Every organization that creates and publishes content needs a content guy. I'm not talking about publications like newspapers or magazines but rather the rest of us that publish as an integral part of our businesses.
That's also true for projects that are strategic and complex. Gathering, processing and communicating information are content intensive tasks.
While there are no sure fire ways to tell if you're dealing with a someone with a content orientation, here are some tips to spotting them in the wild whether he or she is a consultant or a colleague.
First, he probably speaks in sentences and, if you've seen any of his writing, you can tell he can write. Not only can he write, but he writes quickly and in a variety of formats.
Second, he uses an HTML editor for pretty much every kind of text required. Oh he'll deliver a Word document but it will be the HTML version and pasted into the file from an HTML one.
Third, he fusses about web standards in writing (HTML and CSS), browsers, code, accessibility, usability and so on. Does it validate, he asks.
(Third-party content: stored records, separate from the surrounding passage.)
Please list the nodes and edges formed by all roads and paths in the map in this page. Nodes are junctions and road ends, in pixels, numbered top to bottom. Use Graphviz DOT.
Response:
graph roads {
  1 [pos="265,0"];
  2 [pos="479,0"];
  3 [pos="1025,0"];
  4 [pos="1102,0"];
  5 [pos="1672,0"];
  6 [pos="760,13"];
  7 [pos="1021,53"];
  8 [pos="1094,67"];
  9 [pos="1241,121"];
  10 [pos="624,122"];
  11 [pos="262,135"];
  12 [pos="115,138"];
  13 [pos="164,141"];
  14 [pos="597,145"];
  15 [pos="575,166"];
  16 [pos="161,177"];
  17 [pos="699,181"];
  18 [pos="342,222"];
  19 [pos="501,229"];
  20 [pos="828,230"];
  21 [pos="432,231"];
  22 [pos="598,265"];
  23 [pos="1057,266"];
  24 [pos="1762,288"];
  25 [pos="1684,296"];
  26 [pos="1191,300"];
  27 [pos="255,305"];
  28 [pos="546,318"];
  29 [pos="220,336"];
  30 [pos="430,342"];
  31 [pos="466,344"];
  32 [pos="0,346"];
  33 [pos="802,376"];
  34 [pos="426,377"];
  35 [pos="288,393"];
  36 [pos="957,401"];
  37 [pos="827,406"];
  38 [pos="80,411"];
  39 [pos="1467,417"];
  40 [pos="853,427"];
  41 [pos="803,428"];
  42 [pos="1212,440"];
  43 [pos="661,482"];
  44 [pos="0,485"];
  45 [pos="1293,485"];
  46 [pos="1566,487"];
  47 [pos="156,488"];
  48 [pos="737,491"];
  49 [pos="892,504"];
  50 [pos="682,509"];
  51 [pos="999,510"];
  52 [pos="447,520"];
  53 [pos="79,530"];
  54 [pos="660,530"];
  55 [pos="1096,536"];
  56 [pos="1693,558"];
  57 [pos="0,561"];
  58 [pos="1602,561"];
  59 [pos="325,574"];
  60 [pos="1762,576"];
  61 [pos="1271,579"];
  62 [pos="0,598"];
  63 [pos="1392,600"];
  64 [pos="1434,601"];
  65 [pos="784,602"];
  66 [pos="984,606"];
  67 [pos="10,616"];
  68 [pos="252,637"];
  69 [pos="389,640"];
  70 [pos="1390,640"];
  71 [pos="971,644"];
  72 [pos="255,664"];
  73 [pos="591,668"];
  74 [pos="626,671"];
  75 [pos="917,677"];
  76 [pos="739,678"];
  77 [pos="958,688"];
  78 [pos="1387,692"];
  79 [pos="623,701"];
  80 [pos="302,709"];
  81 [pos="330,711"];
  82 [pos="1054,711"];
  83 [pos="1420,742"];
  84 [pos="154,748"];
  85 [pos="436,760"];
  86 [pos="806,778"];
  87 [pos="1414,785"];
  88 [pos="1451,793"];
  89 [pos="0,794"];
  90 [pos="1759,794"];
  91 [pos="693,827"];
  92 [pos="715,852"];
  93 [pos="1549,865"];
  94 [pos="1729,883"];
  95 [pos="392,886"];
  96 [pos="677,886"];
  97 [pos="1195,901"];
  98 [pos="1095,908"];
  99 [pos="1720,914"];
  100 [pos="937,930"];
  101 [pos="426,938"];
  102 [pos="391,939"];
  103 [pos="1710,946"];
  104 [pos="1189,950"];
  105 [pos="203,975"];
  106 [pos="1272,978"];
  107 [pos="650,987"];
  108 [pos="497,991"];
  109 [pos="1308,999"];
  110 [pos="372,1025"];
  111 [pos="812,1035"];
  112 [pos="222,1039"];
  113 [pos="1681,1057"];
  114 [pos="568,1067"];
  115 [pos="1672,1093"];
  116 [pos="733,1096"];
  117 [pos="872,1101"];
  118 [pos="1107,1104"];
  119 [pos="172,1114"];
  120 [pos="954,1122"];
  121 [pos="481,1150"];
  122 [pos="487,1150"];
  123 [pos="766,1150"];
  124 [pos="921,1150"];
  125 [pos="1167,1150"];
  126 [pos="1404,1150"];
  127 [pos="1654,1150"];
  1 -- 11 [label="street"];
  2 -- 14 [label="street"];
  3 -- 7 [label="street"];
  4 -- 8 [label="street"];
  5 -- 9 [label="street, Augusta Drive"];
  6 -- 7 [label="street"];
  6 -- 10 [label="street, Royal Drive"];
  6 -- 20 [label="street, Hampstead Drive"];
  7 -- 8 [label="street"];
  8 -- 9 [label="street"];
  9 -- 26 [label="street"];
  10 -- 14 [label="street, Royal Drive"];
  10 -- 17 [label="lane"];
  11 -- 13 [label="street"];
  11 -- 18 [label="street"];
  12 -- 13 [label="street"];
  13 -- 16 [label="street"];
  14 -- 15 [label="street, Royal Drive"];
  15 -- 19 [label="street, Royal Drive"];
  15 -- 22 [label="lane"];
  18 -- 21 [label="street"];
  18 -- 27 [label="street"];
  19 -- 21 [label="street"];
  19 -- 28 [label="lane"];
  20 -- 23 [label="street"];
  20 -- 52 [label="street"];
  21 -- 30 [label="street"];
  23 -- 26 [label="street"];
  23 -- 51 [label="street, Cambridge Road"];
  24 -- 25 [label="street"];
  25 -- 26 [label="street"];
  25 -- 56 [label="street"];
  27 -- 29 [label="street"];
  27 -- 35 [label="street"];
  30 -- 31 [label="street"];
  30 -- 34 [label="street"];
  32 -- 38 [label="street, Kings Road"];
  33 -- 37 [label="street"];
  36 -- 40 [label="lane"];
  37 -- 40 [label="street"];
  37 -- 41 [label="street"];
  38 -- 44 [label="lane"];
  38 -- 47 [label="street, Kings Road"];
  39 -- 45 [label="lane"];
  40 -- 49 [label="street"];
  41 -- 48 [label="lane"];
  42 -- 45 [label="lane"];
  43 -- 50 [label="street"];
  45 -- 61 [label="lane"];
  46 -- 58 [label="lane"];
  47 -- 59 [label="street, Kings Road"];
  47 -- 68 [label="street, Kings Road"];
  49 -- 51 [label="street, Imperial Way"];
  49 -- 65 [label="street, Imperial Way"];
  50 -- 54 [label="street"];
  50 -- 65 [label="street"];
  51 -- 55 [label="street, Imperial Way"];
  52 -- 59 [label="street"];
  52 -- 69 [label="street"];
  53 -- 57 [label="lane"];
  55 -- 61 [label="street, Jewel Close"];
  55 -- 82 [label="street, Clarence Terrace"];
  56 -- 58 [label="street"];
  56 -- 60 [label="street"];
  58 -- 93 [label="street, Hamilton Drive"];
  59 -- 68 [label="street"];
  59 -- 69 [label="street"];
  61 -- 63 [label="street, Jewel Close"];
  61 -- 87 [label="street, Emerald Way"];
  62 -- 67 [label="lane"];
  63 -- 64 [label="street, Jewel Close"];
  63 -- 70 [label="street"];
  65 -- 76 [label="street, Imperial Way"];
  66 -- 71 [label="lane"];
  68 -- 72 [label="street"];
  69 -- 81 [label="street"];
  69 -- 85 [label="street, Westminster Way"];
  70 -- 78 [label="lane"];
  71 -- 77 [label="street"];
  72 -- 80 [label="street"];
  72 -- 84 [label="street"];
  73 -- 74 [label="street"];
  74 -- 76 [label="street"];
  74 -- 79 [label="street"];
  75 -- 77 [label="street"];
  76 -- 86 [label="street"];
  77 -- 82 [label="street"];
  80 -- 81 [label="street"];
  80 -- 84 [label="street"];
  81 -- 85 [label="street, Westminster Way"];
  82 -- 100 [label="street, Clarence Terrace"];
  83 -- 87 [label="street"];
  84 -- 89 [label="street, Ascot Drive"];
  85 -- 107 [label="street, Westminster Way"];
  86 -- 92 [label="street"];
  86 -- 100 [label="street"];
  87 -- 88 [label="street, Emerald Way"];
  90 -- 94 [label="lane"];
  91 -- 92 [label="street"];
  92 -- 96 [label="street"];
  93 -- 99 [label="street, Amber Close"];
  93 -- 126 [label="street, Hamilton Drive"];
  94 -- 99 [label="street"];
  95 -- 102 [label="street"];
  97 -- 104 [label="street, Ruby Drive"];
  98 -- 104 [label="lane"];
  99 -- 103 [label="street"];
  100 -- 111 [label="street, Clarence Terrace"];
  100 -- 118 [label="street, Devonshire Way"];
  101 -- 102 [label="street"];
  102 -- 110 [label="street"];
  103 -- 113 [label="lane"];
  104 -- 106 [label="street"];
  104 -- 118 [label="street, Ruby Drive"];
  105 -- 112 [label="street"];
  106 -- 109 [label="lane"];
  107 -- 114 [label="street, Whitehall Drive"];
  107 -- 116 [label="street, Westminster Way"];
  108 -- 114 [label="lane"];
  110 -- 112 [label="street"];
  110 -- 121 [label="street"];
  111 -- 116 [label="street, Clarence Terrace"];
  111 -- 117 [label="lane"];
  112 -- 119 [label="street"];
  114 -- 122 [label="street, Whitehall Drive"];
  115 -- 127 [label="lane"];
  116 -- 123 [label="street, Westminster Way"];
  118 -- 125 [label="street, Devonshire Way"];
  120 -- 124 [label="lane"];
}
Fourth, he spends a fair bit of time on organizing and structuring content whether it's in a large SharePoint deployment with many sites or a new WordPress blog for a professional. He starts with a topical categorization scheme that rapidly evolves with the content and later adds tagging for key terms because, as a general rule, that works best.
Fifth, SEO is an integral part of the process. It's one of the keys to bring people to your content. Traffic is the result of good content developed with finability in mind. It's in the page title, filename, headings and other so-called micro-content. Rather than graft it on afterwards, a content guy builds it in as you go for a more effective and less costly result.